FITM2 has been identified as being overexpressed throughout the time 3T3-L1 (from the adipocyte cell line) is being differentiated which shows resemblance to the peroxisome proliferator-activated receptor gamma (PPAR γ) at a specific period when lipid droplets have been identified to build-up which results in the adipocyte phenotype that is seen in the 3T3-L1 cells. The overexpression of FITM2 was also displayed when the 3T3-L1 cells were combined with rosiglitazone (a PPAR γ agonist). This serves as evidence for the idea FITM2 is functionally regulated by PPAR γ.

The specificity of the tissue dispersal of FITM1 and FITM2 and the fact that FITM2 binds TG more intensely than FITM1 (which forms a weak bond) presents separate functions for these FIT family proteins in regards to the metabolism of lipids. Lipid droplet development induced by FITM2 may function in TG storage for long-term purposes in adipose whereas FITM1 may function to make the smaller lipid droplets that are seen in skeletal muscle where there is a fast replacement of LDs.

== Clinical Uses ==
When physiological circumstances are regular, lipid droplets are depended on to keep energy balanced at not only at the cellular level, but for the sake of the whole organism's sustainability. However, excessive acquirement of lipid droplets can result in obesity, and increased risk for obtaining disease including type 2 diabetes, atherosclerosis, and heart disease. The documentation of the FIT proteins should help in evolving substances to revert FIT expression or activity back to a normal regulatory state as treatment for these diseases.
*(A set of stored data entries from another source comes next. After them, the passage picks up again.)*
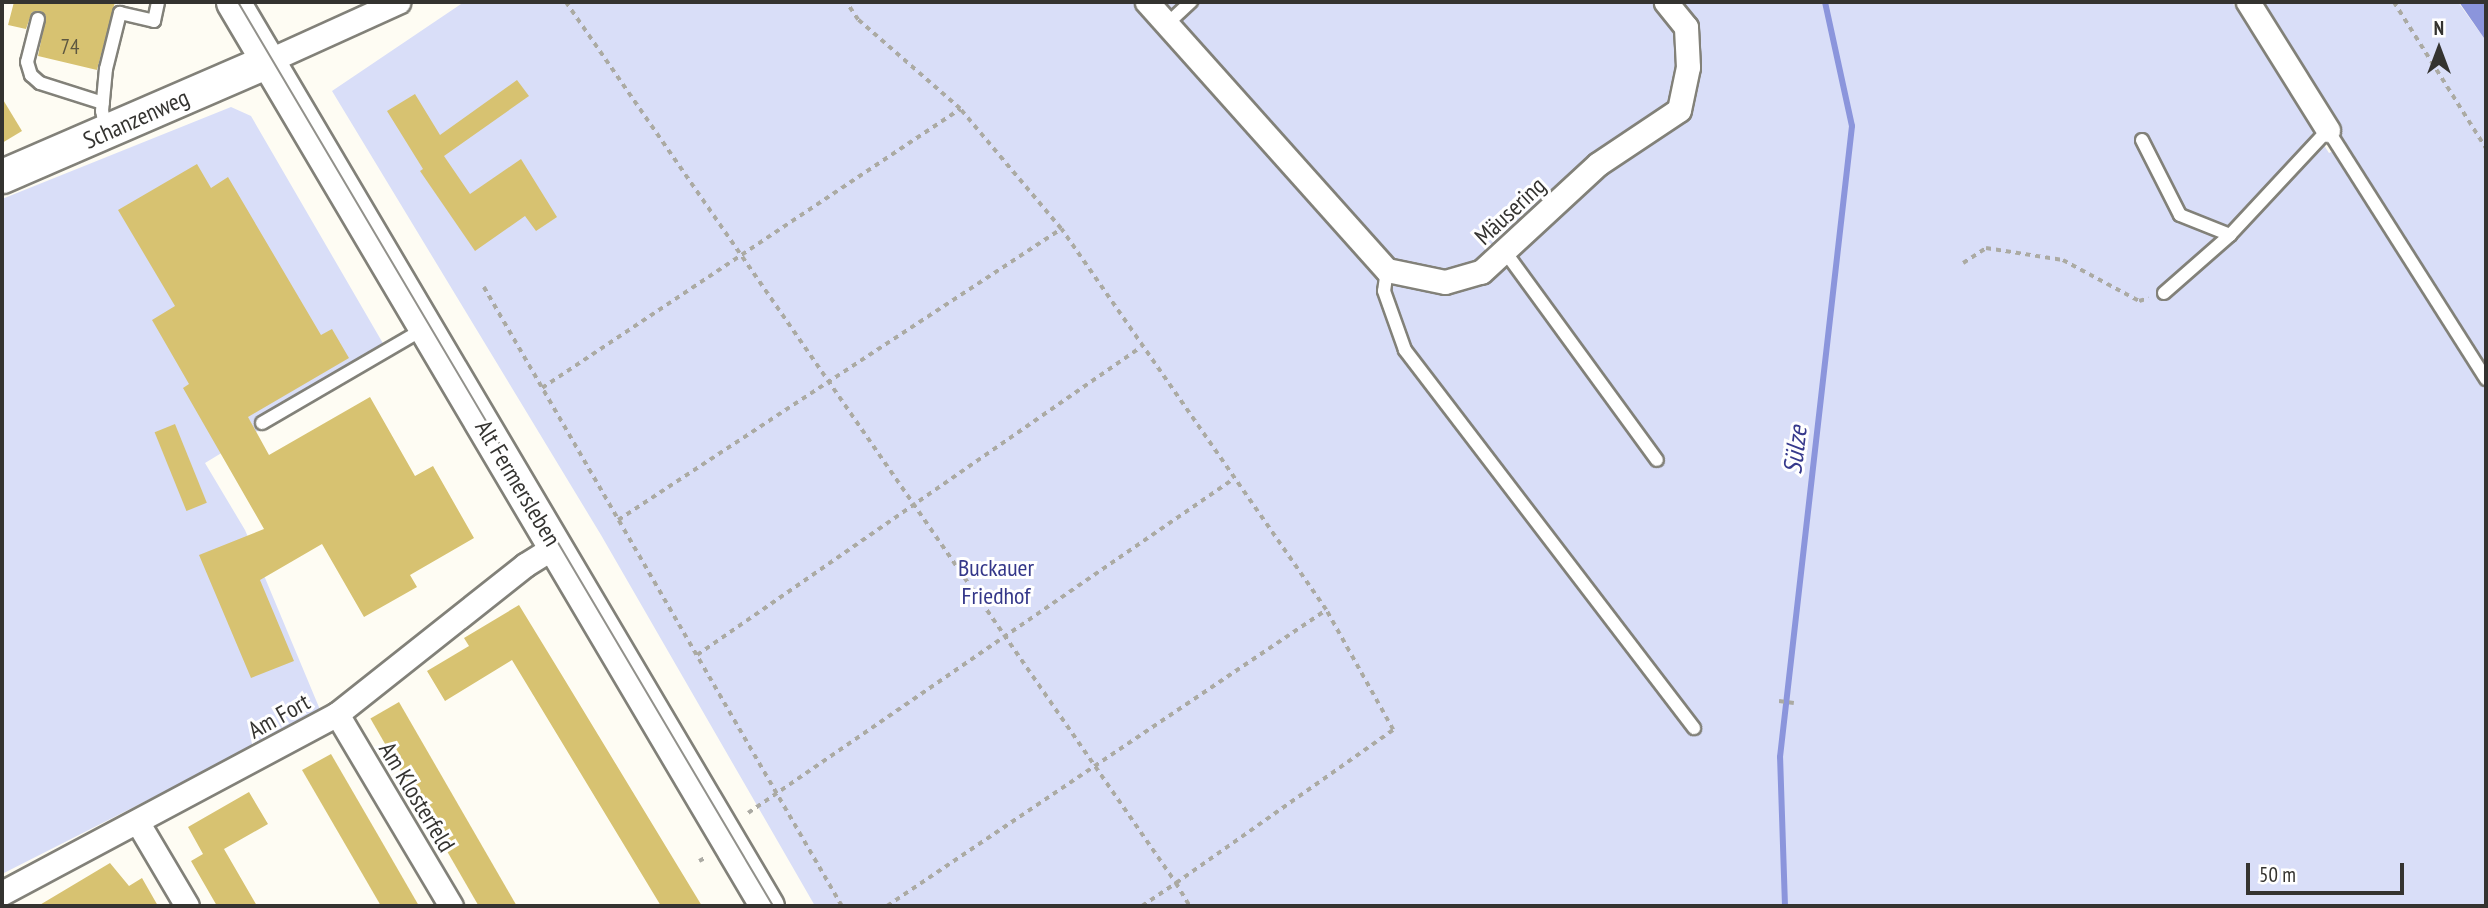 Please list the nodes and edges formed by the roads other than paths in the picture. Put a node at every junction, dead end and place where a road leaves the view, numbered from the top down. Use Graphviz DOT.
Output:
graph roads {
  1 [pos="158,2"];
  2 [pos="233,2"];
  3 [pos="398,2"];
  4 [pos="1147,2"];
  5 [pos="1191,2"];
  6 [pos="1666,2"];
  7 [pos="2248,2"];
  8 [pos="38,19"];
  9 [pos="1167,24"];
  10 [pos="270,60"];
  11 [pos="104,118"];
  12 [pos="2328,130"];
  13 [pos="2142,140"];
  14 [pos="2,176"];
  15 [pos="2230,235"];
  16 [pos="1506,253"];
  17 [pos="1387,270"];
  18 [pos="2164,293"];
  19 [pos="425,328"];
  20 [pos="2486,379"];
  21 [pos="262,423"];
  22 [pos="1657,460"];
  23 [pos="556,547"];
  24 [pos="337,714"];
  25 [pos="1694,728"];
  26 [pos="138,823"];
  27 [pos="2,892"];
  28 [pos="187,906"];
  29 [pos="451,906"];
  30 [pos="767,906"];
  1 -- 11 [label="lane"];
  2 -- 10 [label="main road, Alt Fermersleben"];
  3 -- 10 [label="street"];
  4 -- 9 [label="street"];
  5 -- 9 [label="lane"];
  6 -- 16 [label="street, Mäusering"];
  7 -- 12 [label="street"];
  8 -- 11 [label="lane"];
  9 -- 17 [label="street"];
  10 -- 11 [label="main road, Schanzenweg"];
  10 -- 19 [label="main road, Alt Fermersleben"];
  11 -- 14 [label="main road, Schanzenweg"];
  12 -- 15 [label="lane"];
  12 -- 20 [label="lane"];
  13 -- 15 [label="lane"];
  15 -- 18 [label="lane"];
  16 -- 17 [label="street, Mäusering"];
  16 -- 22 [label="lane"];
  17 -- 25 [label="lane"];
  19 -- 21 [label="lane"];
  19 -- 23 [label="main road, Alt Fermersleben"];
  23 -- 24 [label="street, Am Fort"];
  23 -- 30 [label="main road, Alt Fermersleben"];
  24 -- 26 [label="street, Am Fort"];
  24 -- 29 [label="street, Am Klosterfeld"];
  26 -- 27 [label="street, Am Fort"];
  26 -- 28 [label="street"];
} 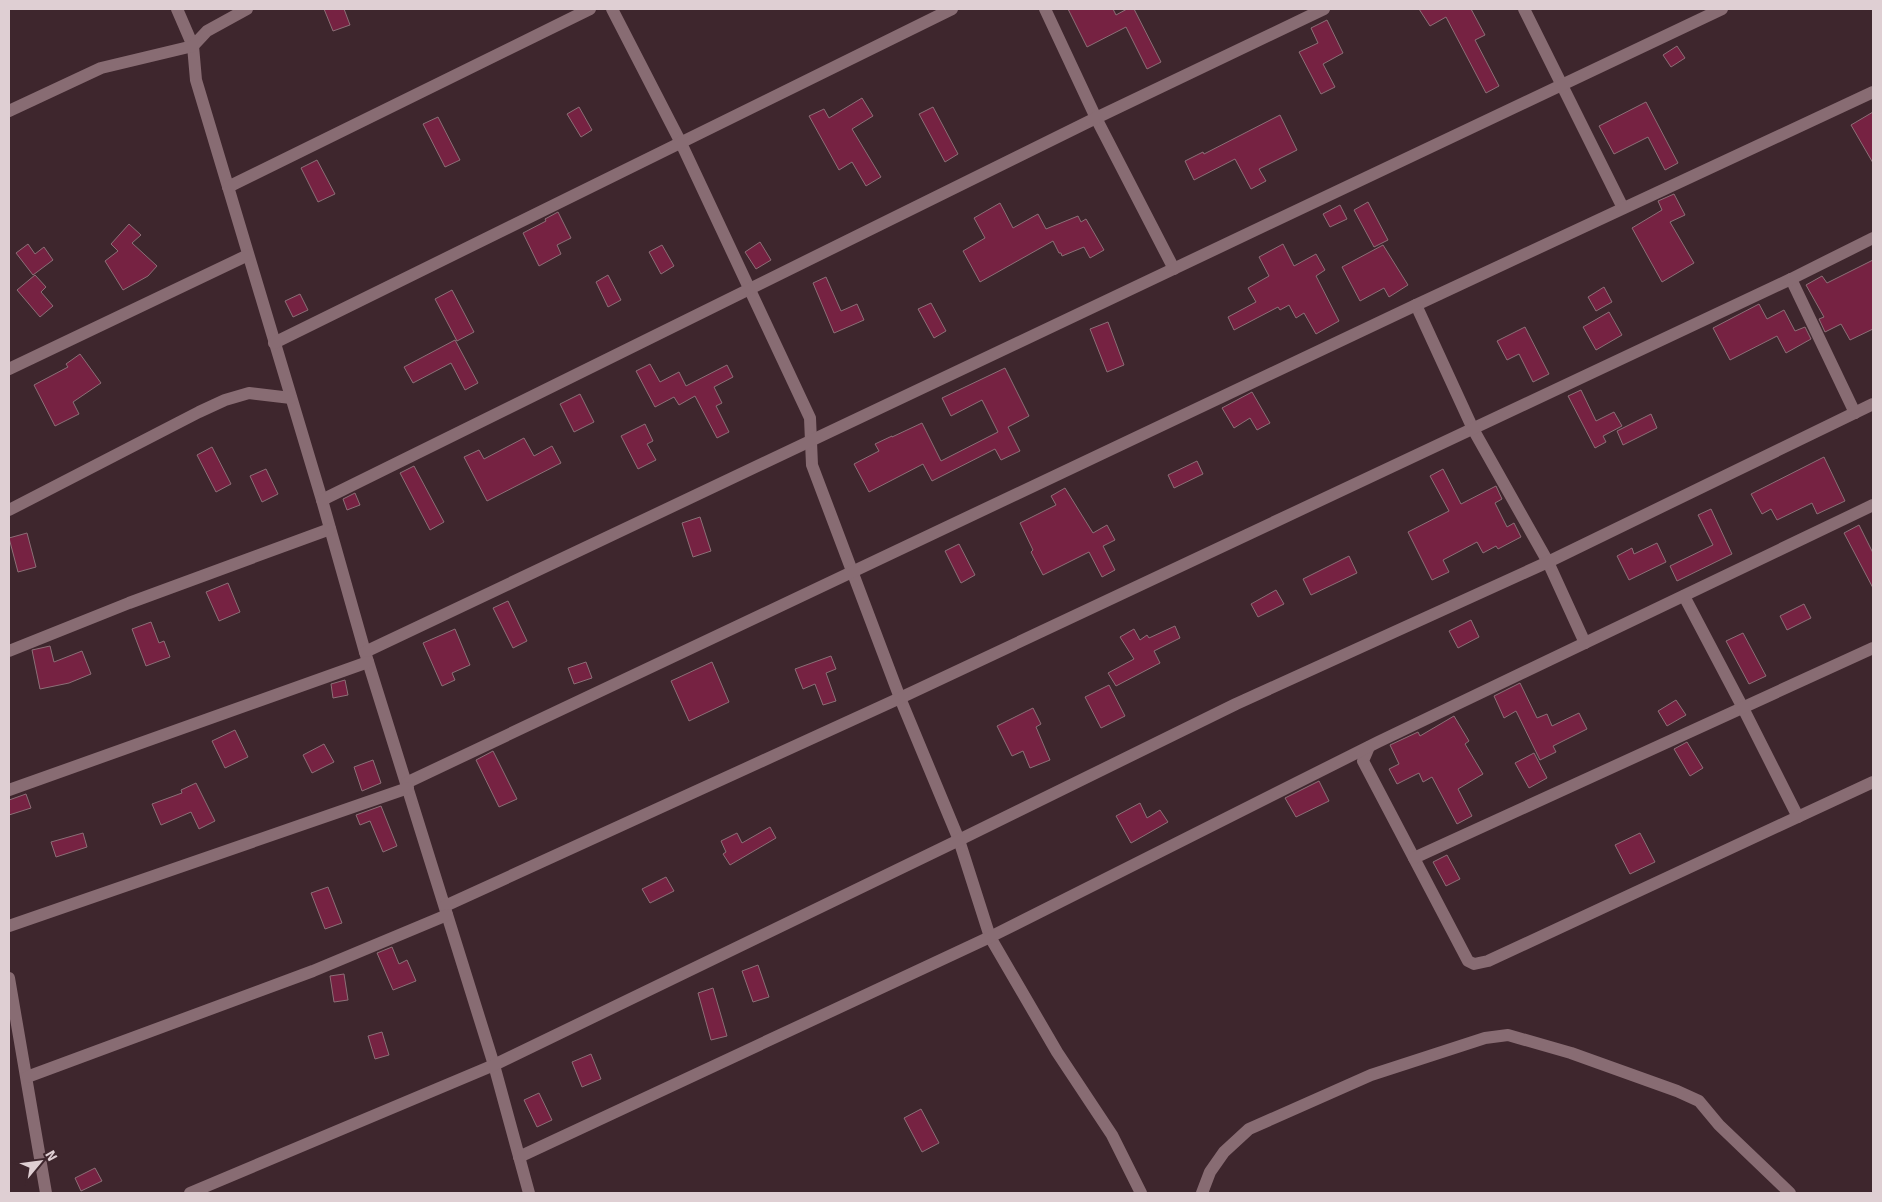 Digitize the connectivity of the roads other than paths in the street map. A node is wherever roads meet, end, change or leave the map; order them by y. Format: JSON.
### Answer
{"nodes":[{"id":1,"x":177,"y":9,"type":"edge"},
{"id":2,"x":248,"y":9,"type":"edge"},
{"id":3,"x":590,"y":9,"type":"edge"},
{"id":4,"x":612,"y":9,"type":"edge"},
{"id":5,"x":952,"y":9,"type":"edge"},
{"id":6,"x":1046,"y":9,"type":"edge"},
{"id":7,"x":1324,"y":9,"type":"edge"},
{"id":8,"x":1524,"y":9,"type":"edge"},
{"id":9,"x":1722,"y":9,"type":"edge"},
{"id":10,"x":193,"y":46,"type":"junction"},
{"id":11,"x":1563,"y":86,"type":"junction"},
{"id":12,"x":1873,"y":92,"type":"edge"},
{"id":13,"x":9,"y":111,"type":"edge"},
{"id":14,"x":1096,"y":118,"type":"junction"},
{"id":15,"x":681,"y":143,"type":"junction"},
{"id":16,"x":228,"y":187,"type":"junction"},
{"id":17,"x":1623,"y":208,"type":"junction"},
{"id":18,"x":1873,"y":238,"type":"edge"},
{"id":19,"x":248,"y":254,"type":"junction"},
{"id":20,"x":1174,"y":269,"type":"junction"},
{"id":21,"x":1791,"y":279,"type":"junction"},
{"id":22,"x":749,"y":289,"type":"junction"},
{"id":23,"x":1416,"y":305,"type":"junction"},
{"id":24,"x":274,"y":343,"type":"junction"},
{"id":25,"x":9,"y":369,"type":"edge"},
{"id":26,"x":291,"y":398,"type":"junction"},
{"id":27,"x":1873,"y":404,"type":"edge"},
{"id":28,"x":1855,"y":413,"type":"junction"},
{"id":29,"x":1473,"y":429,"type":"junction"},
{"id":30,"x":811,"y":442,"type":"junction"},
{"id":31,"x":322,"y":500,"type":"junction"},
{"id":32,"x":1873,"y":506,"type":"edge"},
{"id":33,"x":9,"y":510,"type":"edge"},
{"id":34,"x":330,"y":529,"type":"junction"},
{"id":35,"x":1548,"y":562,"type":"junction"},
{"id":36,"x":851,"y":571,"type":"junction"},
{"id":37,"x":1684,"y":596,"type":"junction"},
{"id":38,"x":1585,"y":643,"type":"junction"},
{"id":39,"x":1873,"y":648,"type":"edge"},
{"id":40,"x":9,"y":651,"type":"edge"},
{"id":41,"x":367,"y":657,"type":"junction"},
{"id":42,"x":900,"y":698,"type":"junction"},
{"id":43,"x":1743,"y":708,"type":"junction"},
{"id":44,"x":1369,"y":747,"type":"junction"},
{"id":45,"x":1873,"y":782,"type":"edge"},
{"id":46,"x":407,"y":786,"type":"junction"},
{"id":47,"x":9,"y":790,"type":"edge"},
{"id":48,"x":1798,"y":817,"type":"junction"},
{"id":49,"x":959,"y":840,"type":"junction"},
{"id":50,"x":1414,"y":858,"type":"junction"},
{"id":51,"x":446,"y":911,"type":"junction"},
{"id":52,"x":9,"y":926,"type":"edge"},
{"id":53,"x":990,"y":937,"type":"junction"},
{"id":54,"x":9,"y":978,"type":"edge"},
{"id":55,"x":494,"y":1065,"type":"junction"},
{"id":56,"x":27,"y":1077,"type":"junction"},
{"id":57,"x":519,"y":1156,"type":"junction"},
{"id":58,"x":46,"y":1193,"type":"edge"},
{"id":59,"x":190,"y":1193,"type":"edge"},
{"id":60,"x":529,"y":1193,"type":"edge"},
{"id":61,"x":1141,"y":1193,"type":"edge"},
{"id":62,"x":1202,"y":1193,"type":"edge"},
{"id":63,"x":1790,"y":1193,"type":"edge"}],
"edges":[{"from":1,"to":10,"type":"street"},
{"from":2,"to":10,"type":"street"},
{"from":3,"to":16,"type":"street"},
{"from":4,"to":15,"type":"street"},
{"from":5,"to":15,"type":"street"},
{"from":6,"to":14,"type":"street"},
{"from":7,"to":14,"type":"street"},
{"from":8,"to":11,"type":"street"},
{"from":9,"to":11,"type":"street"},
{"from":10,"to":13,"type":"street"},
{"from":10,"to":16,"type":"street"},
{"from":11,"to":17,"type":"street"},
{"from":11,"to":20,"type":"street"},
{"from":12,"to":17,"type":"street"},
{"from":14,"to":20,"type":"street"},
{"from":14,"to":22,"type":"street"},
{"from":15,"to":22,"type":"street"},
{"from":15,"to":24,"type":"street"},
{"from":16,"to":19,"type":"street"},
{"from":17,"to":23,"type":"street"},
{"from":18,"to":21,"type":"street"},
{"from":19,"to":24,"type":"street"},
{"from":19,"to":25,"type":"street"},
{"from":20,"to":30,"type":"street"},
{"from":21,"to":28,"type":"street"},
{"from":21,"to":29,"type":"street"},
{"from":22,"to":30,"type":"street"},
{"from":22,"to":31,"type":"street"},
{"from":23,"to":29,"type":"street"},
{"from":23,"to":36,"type":"street"},
{"from":24,"to":26,"type":"street"},
{"from":26,"to":31,"type":"street"},
{"from":26,"to":33,"type":"street"},
{"from":27,"to":28,"type":"street"},
{"from":28,"to":35,"type":"street"},
{"from":29,"to":35,"type":"street"},
{"from":29,"to":42,"type":"street"},
{"from":30,"to":36,"type":"street"},
{"from":30,"to":41,"type":"street"},
{"from":31,"to":34,"type":"street"},
{"from":32,"to":37,"type":"street"},
{"from":34,"to":40,"type":"street"},
{"from":34,"to":41,"type":"street"},
{"from":35,"to":38,"type":"street"},
{"from":35,"to":49,"type":"street"},
{"from":36,"to":42,"type":"street"},
{"from":36,"to":46,"type":"street"},
{"from":37,"to":38,"type":"street"},
{"from":37,"to":43,"type":"street"},
{"from":38,"to":44,"type":"street"},
{"from":39,"to":43,"type":"street"},
{"from":41,"to":46,"type":"street"},
{"from":41,"to":47,"type":"street"},
{"from":42,"to":49,"type":"street"},
{"from":42,"to":51,"type":"street"},
{"from":43,"to":48,"type":"street"},
{"from":43,"to":50,"type":"street"},
{"from":44,"to":50,"type":"street"},
{"from":44,"to":53,"type":"street"},
{"from":45,"to":48,"type":"street"},
{"from":46,"to":51,"type":"street"},
{"from":46,"to":52,"type":"street"},
{"from":48,"to":50,"type":"street"},
{"from":49,"to":53,"type":"street"},
{"from":49,"to":55,"type":"street"},
{"from":51,"to":55,"type":"street"},
{"from":51,"to":56,"type":"street"},
{"from":53,"to":57,"type":"street"},
{"from":53,"to":61,"type":"street"},
{"from":54,"to":56,"type":"street"},
{"from":55,"to":57,"type":"street"},
{"from":55,"to":59,"type":"street"},
{"from":56,"to":58,"type":"street"},
{"from":57,"to":60,"type":"street"},
{"from":62,"to":63,"type":"street"}]}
In addition, a recent study was performed on a family with a new homozygous mutation in FITM2, resulting in a truncated protein. The individuals in the family that are affected by this mutation exhibit Siddiqi syndrome. Siddiqi syndrome is identified by gradual development of hearing loss, late motor development, decreased BMI, ichthyosis-like changes to the skin, and minor fiber neuropathy. In this family, the collection of symptoms presented for this syndrome is new. However, they also overlap with several recognized monogenic conditions that are neurological in nature including Troyer syndrome, Mohr-Tranebjaerg syndrome, and Megdel syndrome.